When I was growing up, Saturdays weren't always easy for us. In our house, you didn't sleep in until noon and the go to the beach. We would wake up at seven thirty on Saturday mornings and pull weeds until eleven. Once we were all sweating our brains out, then came out the lemonade, or here came the Popsicles. Then it was usually back to work - cleaning the house, cleaning our rooms, maybe helping Dad with some project. But when evening came, we would pack up the car and go for a real treat.
A real treat to us sometimes just meant McDonald's for dinner. If it were a big treat, Mom and Dad would take us camping for the night, or maybe we'd go to a movie once in a while. Whatever it was, it was fun. And that's what Saturday came to mean to me.
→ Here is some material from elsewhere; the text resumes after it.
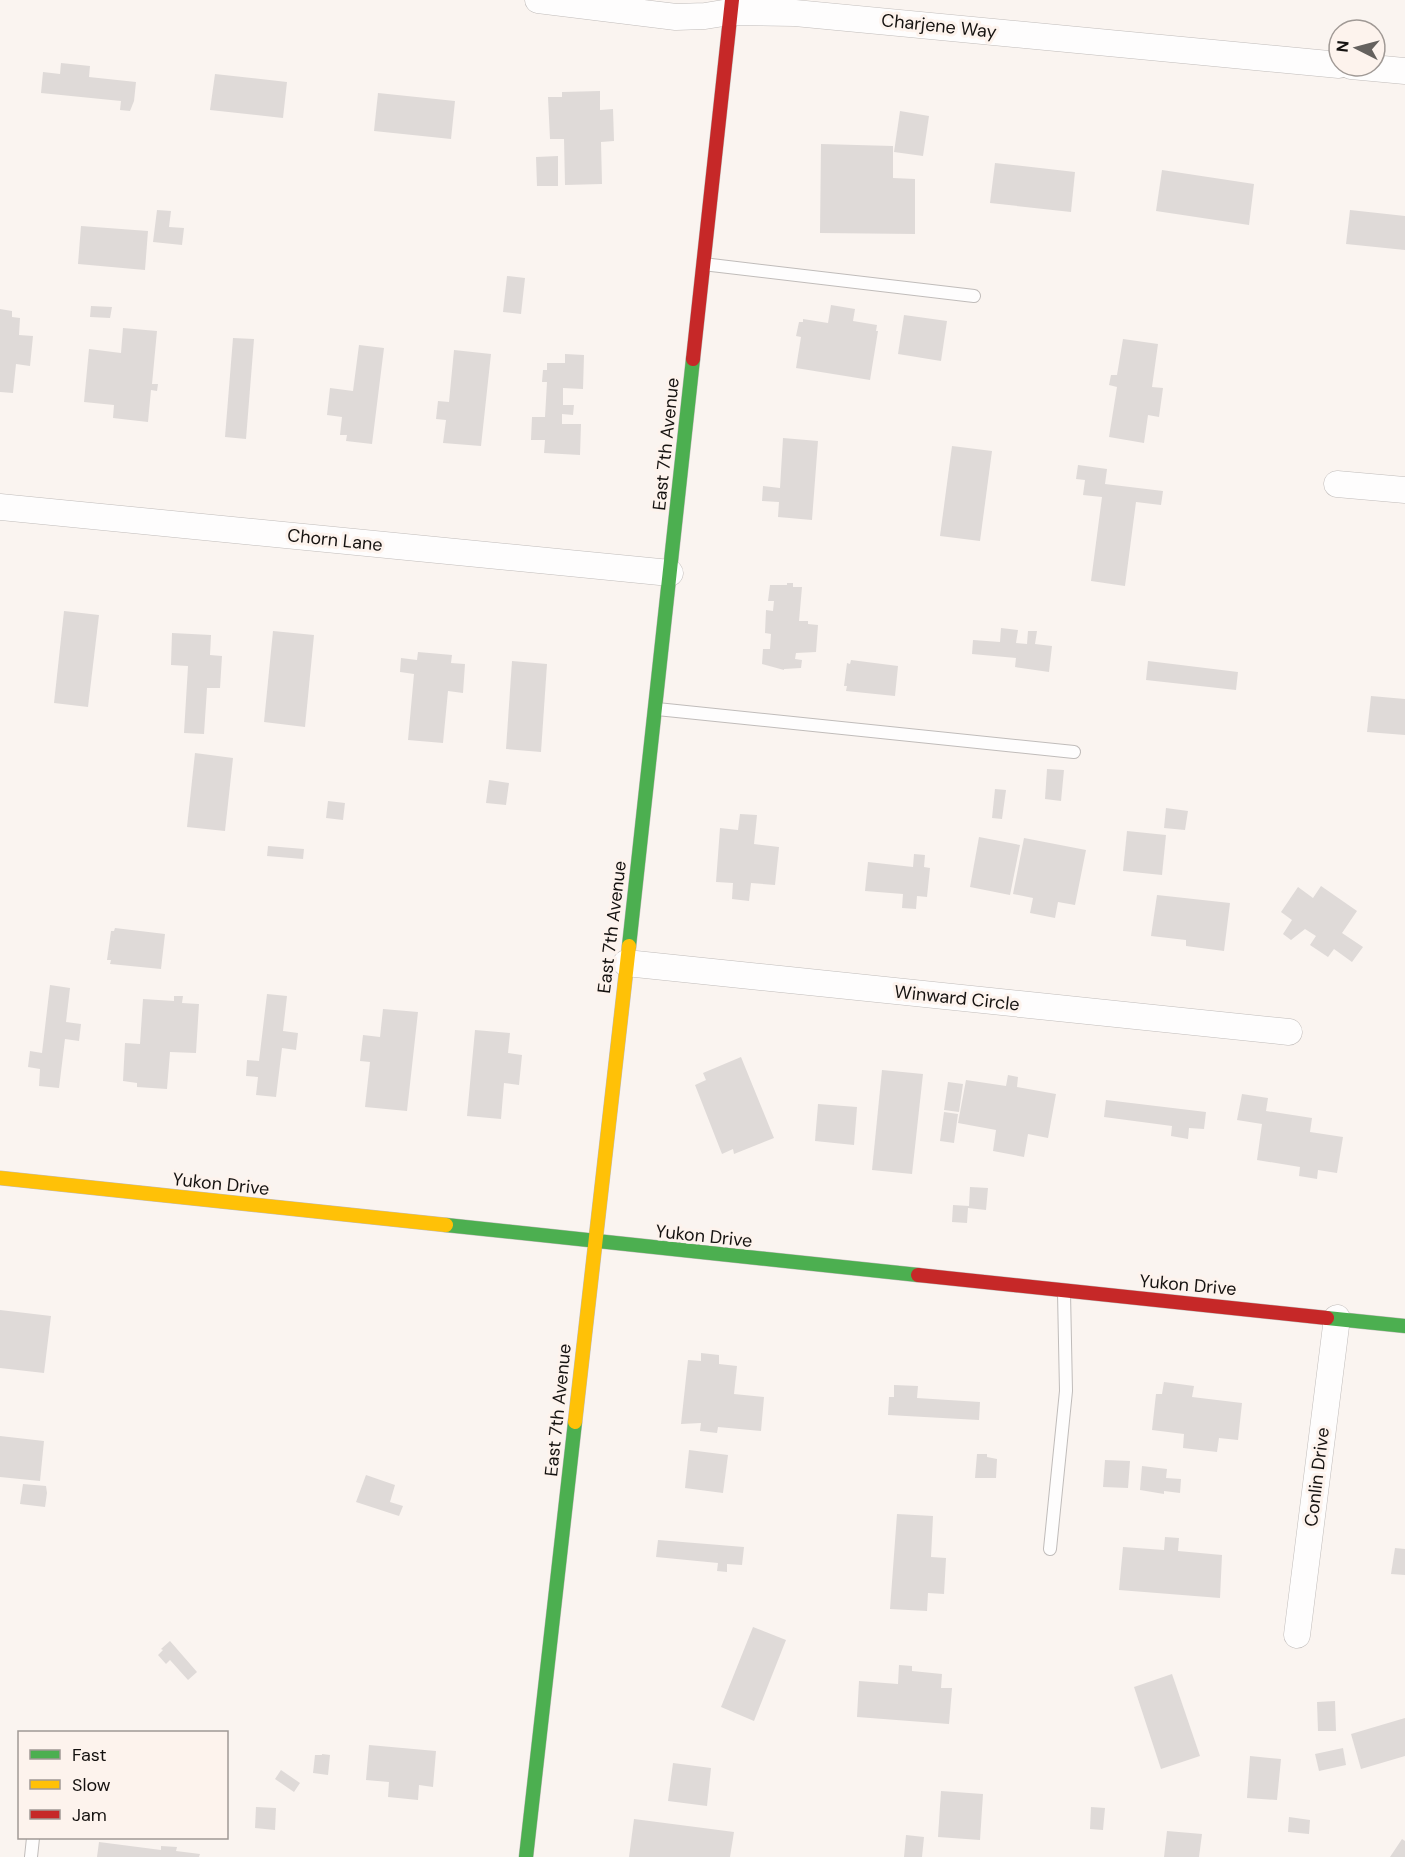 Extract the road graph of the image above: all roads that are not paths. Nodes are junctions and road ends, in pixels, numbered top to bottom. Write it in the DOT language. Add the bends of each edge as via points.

For us, Saturdays weren't about work, even though we did a lot of work. They weren't about going to an office somewhere, or to school, and having the whole family separated for the whole day. Saturdays were less structured. They were about getting the work done so you could go jump in the pool or have an ice cream cone.
There was something about school that didn't work for me - something about the fact that you had to turn in these assignments and you had to be there exactly when they said or else there was some disciplinary effort. Even before I got out of college, I vividly remember thinking, I'm gonna put up with this for as long as I have to. But the second I don't have to put up with it anymore, I'm out. And I'm gonna live every day for the rest of my life as if it's Saturday.
And then Brian, reached for the volume, turned off the audiobook and said, “That’s it. That’s exactly what my test results mean.” So here it was, November and he knew what he wanted to do. He spent the next two months soaking in all the knowledge he possibly could on flipping houses. I’ve always said Brian has one thing that can’t be taught to even the smartest of people and that’s his like-ability factor. He just has a way of making everyone in the room feel important. Somehow the combination of his financial background and his like-ability factor was the perfect combination for flipping a house. He purchased, renovated, and sold this home in 60 days. More importantly, he came home every single day during this time saying, “I’ve never been happier.”